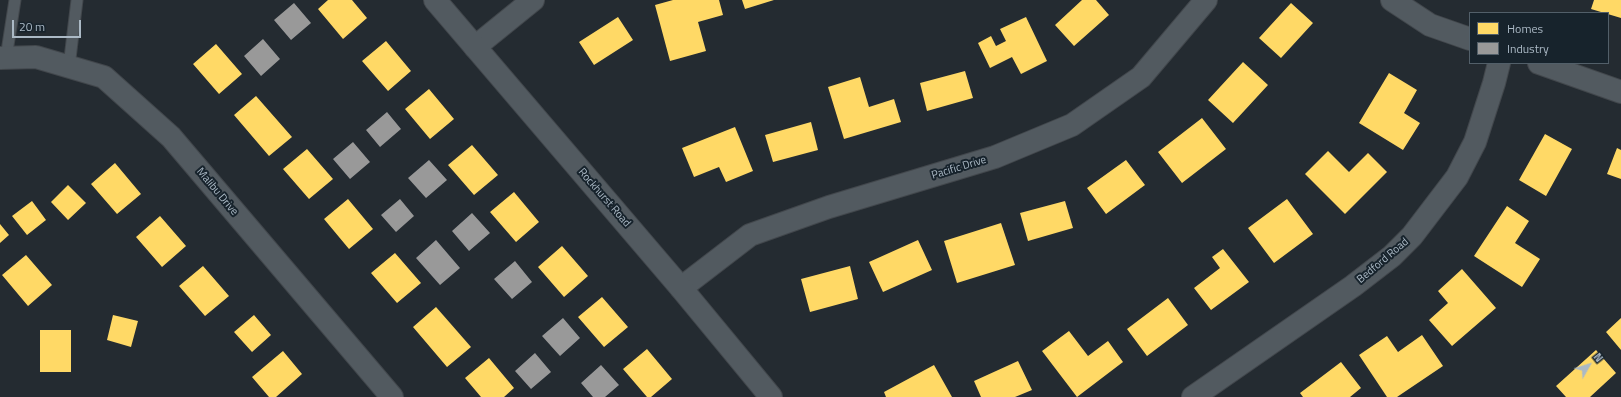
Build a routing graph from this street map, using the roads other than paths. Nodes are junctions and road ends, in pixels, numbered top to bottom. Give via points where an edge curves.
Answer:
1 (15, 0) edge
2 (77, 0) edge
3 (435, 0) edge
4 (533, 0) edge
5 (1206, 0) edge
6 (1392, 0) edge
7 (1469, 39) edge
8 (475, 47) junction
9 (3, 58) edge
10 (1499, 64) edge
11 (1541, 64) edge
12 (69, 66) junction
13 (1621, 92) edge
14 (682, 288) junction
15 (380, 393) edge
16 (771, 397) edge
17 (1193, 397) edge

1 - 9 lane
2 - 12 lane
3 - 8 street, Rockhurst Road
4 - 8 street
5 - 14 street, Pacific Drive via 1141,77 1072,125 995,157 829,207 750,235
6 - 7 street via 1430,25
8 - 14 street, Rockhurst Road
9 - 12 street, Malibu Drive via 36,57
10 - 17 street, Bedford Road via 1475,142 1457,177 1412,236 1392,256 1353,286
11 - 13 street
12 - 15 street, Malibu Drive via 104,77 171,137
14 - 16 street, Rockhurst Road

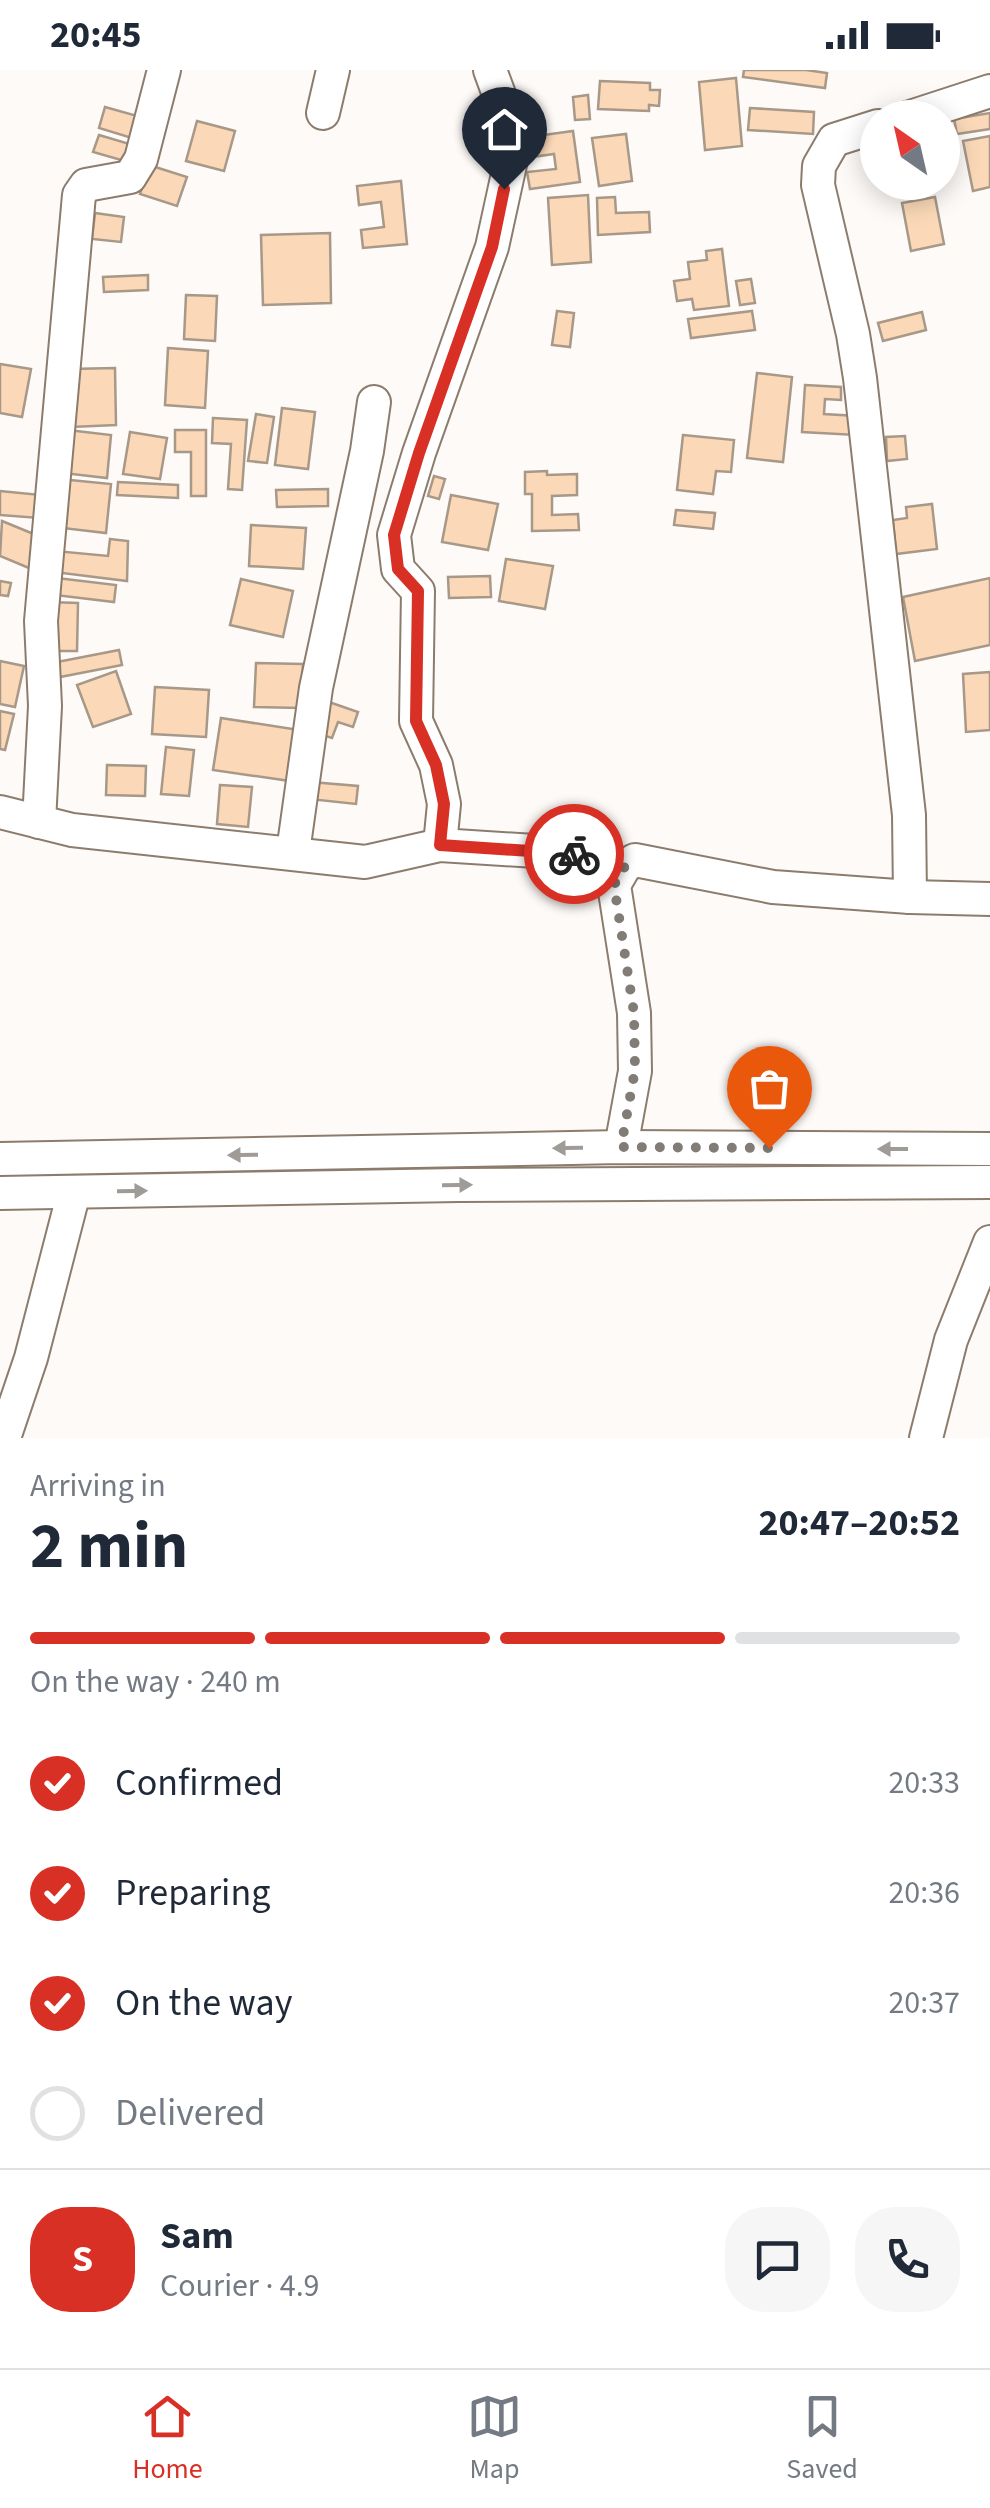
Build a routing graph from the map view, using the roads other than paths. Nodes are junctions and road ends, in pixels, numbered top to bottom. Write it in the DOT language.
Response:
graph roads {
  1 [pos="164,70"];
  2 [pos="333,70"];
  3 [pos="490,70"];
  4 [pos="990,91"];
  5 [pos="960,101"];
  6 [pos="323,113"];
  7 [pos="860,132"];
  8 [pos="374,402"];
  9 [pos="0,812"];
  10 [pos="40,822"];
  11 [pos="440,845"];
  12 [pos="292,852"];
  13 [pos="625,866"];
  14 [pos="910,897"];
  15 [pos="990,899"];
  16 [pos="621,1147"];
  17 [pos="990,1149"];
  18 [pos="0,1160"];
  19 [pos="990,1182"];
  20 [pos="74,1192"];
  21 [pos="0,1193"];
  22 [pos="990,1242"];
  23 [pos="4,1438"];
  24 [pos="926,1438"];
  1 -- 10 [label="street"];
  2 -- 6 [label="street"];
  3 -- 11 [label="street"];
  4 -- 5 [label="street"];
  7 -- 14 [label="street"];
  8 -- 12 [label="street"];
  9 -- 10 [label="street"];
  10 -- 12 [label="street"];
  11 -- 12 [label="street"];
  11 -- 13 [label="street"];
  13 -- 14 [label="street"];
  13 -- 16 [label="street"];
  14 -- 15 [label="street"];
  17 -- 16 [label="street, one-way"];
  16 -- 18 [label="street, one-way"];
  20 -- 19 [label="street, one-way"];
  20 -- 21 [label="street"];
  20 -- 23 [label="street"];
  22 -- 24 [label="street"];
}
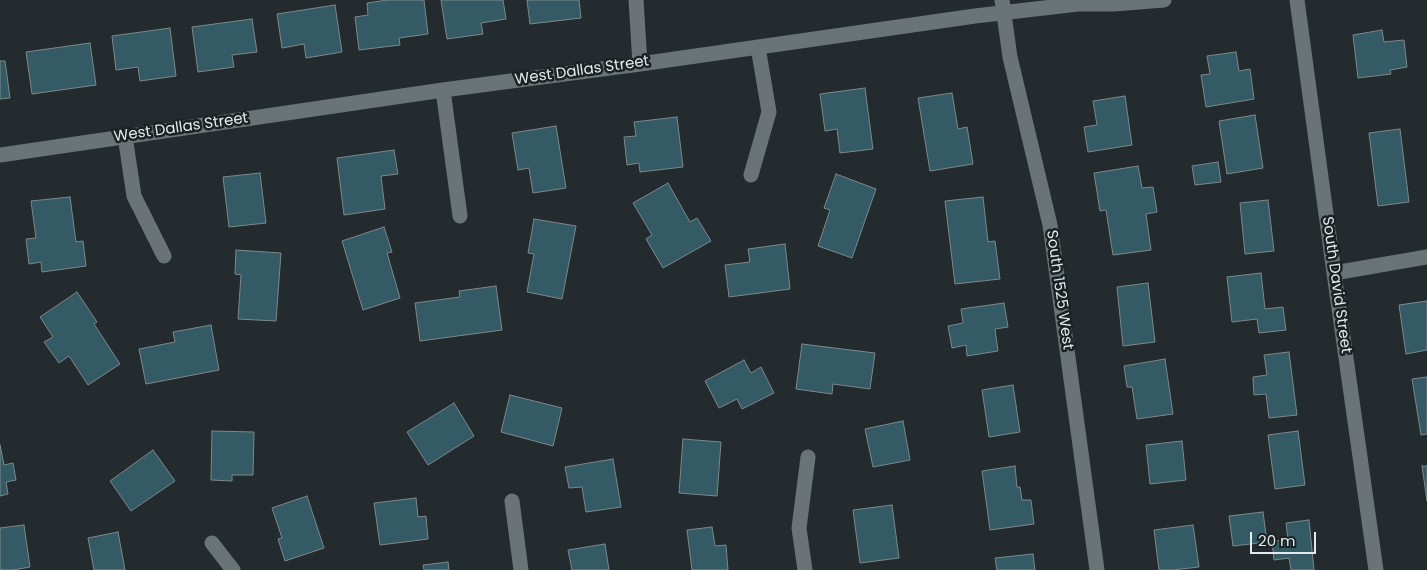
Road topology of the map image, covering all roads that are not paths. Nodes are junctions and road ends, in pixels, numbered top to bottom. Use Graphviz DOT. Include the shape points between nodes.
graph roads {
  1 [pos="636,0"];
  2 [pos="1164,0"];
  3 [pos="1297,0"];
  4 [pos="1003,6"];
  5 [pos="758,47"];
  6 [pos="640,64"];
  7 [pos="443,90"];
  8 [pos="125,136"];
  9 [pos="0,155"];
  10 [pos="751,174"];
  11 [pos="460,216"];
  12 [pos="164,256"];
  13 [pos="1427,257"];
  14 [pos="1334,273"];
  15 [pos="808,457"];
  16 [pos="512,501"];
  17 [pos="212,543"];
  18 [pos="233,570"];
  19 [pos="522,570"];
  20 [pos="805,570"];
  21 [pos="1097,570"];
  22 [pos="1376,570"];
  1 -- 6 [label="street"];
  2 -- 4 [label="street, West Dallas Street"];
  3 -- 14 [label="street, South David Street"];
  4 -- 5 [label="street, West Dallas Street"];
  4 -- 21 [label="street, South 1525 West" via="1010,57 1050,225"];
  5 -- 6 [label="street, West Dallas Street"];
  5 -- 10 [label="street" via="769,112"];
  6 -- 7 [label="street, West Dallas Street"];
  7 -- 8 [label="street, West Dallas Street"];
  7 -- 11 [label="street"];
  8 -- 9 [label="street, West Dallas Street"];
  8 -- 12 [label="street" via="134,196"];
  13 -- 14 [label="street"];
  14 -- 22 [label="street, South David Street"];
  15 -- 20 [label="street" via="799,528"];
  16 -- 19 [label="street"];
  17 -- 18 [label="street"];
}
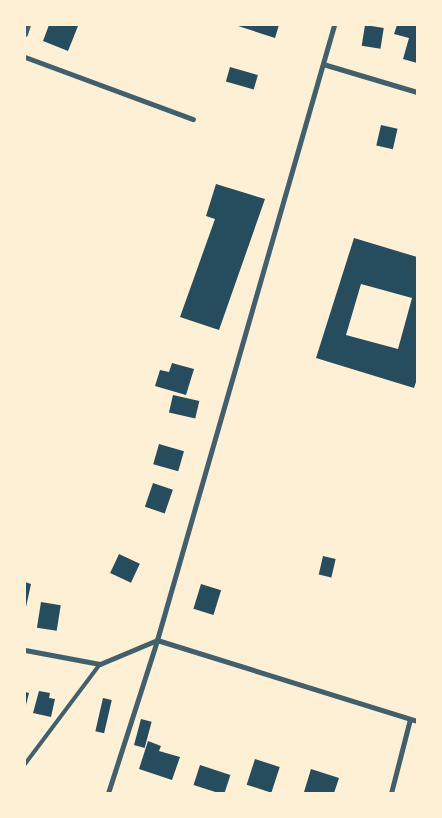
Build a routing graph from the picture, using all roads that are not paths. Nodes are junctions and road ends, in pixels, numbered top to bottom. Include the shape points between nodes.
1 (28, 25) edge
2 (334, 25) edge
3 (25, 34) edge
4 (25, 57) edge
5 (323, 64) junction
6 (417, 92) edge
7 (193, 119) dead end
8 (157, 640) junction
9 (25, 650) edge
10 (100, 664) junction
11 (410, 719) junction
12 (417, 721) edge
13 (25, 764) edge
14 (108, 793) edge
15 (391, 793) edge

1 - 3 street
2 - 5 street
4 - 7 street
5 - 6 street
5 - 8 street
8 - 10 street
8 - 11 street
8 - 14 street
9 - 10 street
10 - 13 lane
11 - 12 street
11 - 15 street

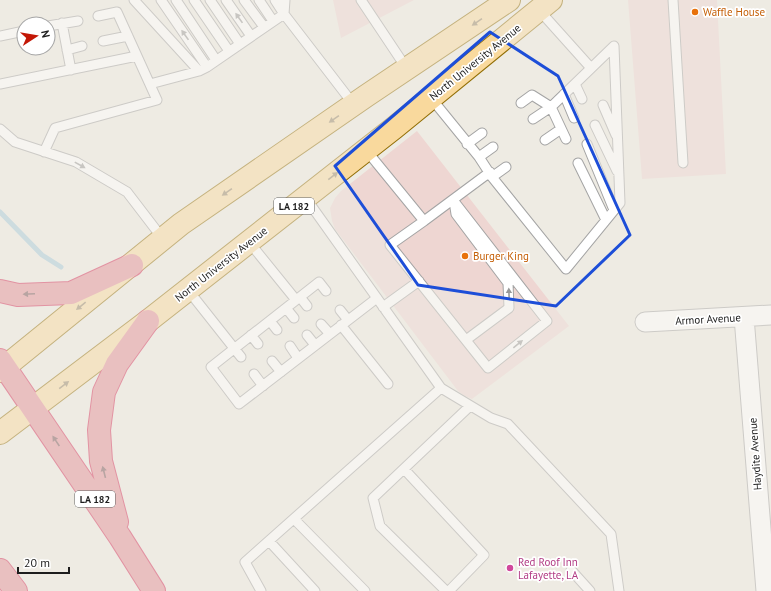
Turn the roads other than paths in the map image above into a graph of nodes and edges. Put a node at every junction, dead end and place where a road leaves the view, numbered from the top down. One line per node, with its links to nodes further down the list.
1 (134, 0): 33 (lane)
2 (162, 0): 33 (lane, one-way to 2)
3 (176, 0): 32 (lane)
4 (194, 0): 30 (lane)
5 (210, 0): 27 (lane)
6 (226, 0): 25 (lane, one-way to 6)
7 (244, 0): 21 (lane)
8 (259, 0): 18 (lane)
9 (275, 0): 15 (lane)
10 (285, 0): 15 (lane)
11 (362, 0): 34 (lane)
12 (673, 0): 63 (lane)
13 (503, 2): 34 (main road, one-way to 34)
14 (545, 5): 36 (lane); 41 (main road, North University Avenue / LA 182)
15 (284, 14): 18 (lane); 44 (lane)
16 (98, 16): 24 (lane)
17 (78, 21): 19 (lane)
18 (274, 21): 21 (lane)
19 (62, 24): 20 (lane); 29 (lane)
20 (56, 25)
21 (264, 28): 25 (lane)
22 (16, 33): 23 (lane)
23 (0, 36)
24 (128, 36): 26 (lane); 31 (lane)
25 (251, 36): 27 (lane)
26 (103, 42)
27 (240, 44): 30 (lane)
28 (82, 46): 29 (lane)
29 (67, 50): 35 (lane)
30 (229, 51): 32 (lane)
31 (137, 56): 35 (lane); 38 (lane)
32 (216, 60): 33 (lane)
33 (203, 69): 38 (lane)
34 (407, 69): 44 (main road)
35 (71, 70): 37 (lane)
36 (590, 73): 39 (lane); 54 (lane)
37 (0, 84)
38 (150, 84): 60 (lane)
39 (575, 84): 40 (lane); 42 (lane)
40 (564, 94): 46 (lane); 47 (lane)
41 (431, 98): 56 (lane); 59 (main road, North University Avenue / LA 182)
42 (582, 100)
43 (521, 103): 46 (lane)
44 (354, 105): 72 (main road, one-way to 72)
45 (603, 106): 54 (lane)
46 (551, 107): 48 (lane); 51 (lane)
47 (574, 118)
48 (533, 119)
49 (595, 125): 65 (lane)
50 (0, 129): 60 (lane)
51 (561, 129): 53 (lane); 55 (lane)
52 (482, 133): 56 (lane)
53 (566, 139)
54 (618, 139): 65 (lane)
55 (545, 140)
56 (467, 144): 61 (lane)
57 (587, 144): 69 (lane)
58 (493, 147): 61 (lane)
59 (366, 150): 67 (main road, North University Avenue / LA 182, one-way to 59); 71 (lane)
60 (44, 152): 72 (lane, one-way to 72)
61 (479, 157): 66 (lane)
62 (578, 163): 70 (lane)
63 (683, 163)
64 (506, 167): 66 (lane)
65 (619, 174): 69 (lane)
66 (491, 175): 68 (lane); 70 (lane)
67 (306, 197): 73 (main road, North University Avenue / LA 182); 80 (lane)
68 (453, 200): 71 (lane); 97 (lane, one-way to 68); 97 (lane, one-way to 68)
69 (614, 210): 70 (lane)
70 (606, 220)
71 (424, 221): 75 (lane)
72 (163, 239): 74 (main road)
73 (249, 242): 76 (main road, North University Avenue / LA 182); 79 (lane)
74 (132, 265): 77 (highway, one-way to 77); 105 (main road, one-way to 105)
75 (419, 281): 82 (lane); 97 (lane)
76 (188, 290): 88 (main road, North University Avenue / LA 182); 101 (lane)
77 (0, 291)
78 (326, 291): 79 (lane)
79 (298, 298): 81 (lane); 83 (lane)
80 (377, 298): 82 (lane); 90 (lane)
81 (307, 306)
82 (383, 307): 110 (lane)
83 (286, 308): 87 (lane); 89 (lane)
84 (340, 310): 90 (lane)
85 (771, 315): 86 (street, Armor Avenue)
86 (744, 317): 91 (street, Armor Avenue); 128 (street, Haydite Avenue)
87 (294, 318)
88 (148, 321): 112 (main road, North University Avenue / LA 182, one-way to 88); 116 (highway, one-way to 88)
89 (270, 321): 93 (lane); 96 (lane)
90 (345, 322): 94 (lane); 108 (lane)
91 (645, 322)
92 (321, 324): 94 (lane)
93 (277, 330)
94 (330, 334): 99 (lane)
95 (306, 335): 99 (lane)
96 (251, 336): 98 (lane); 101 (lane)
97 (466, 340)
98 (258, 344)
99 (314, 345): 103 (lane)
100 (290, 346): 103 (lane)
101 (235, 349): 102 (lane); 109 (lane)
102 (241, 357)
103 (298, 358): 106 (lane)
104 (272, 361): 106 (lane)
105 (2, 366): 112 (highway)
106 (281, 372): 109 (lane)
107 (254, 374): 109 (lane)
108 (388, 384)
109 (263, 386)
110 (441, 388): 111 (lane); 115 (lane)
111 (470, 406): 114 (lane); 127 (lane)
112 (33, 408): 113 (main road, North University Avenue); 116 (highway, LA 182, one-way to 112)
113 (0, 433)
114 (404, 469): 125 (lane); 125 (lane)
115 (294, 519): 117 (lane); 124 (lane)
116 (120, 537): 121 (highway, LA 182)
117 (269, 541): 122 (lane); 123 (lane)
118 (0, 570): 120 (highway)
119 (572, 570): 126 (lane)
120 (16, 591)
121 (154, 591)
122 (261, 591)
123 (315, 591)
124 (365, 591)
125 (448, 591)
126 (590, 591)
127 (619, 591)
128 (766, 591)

*Work instructions*:
Beginning with the first entry above, reproduce every line verbatim until the line with "Build a routing graph from the map", which is included too; omit pictures.

*Answer to this task*:
Build a routing graph from this street map, using the roads other than paths. Nodes are junctions and road ends, in pixels, numbered top to bottom. Give via points where an edge curves.
Answer:
1 (15, 0) edge
2 (77, 0) edge
3 (435, 0) edge
4 (533, 0) edge
5 (1206, 0) edge
6 (1392, 0) edge
7 (1469, 39) edge
8 (475, 47) junction
9 (3, 58) edge
10 (1499, 64) edge
11 (1541, 64) edge
12 (69, 66) junction
13 (1621, 92) edge
14 (682, 288) junction
15 (380, 393) edge
16 (771, 397) edge
17 (1193, 397) edge

1 - 9 lane
2 - 12 lane
3 - 8 street, Rockhurst Road
4 - 8 street
5 - 14 street, Pacific Drive via 1141,77 1072,125 995,157 829,207 750,235
6 - 7 street via 1430,25
8 - 14 street, Rockhurst Road
9 - 12 street, Malibu Drive via 36,57
10 - 17 street, Bedford Road via 1475,142 1457,177 1412,236 1392,256 1353,286
11 - 13 street
12 - 15 street, Malibu Drive via 104,77 171,137
14 - 16 street, Rockhurst Road

Build a routing graph from the map view, using the roads other than paths. Nodes are junctions and road ends, in pixels, numbered top to bottom. Write it in the DOT language.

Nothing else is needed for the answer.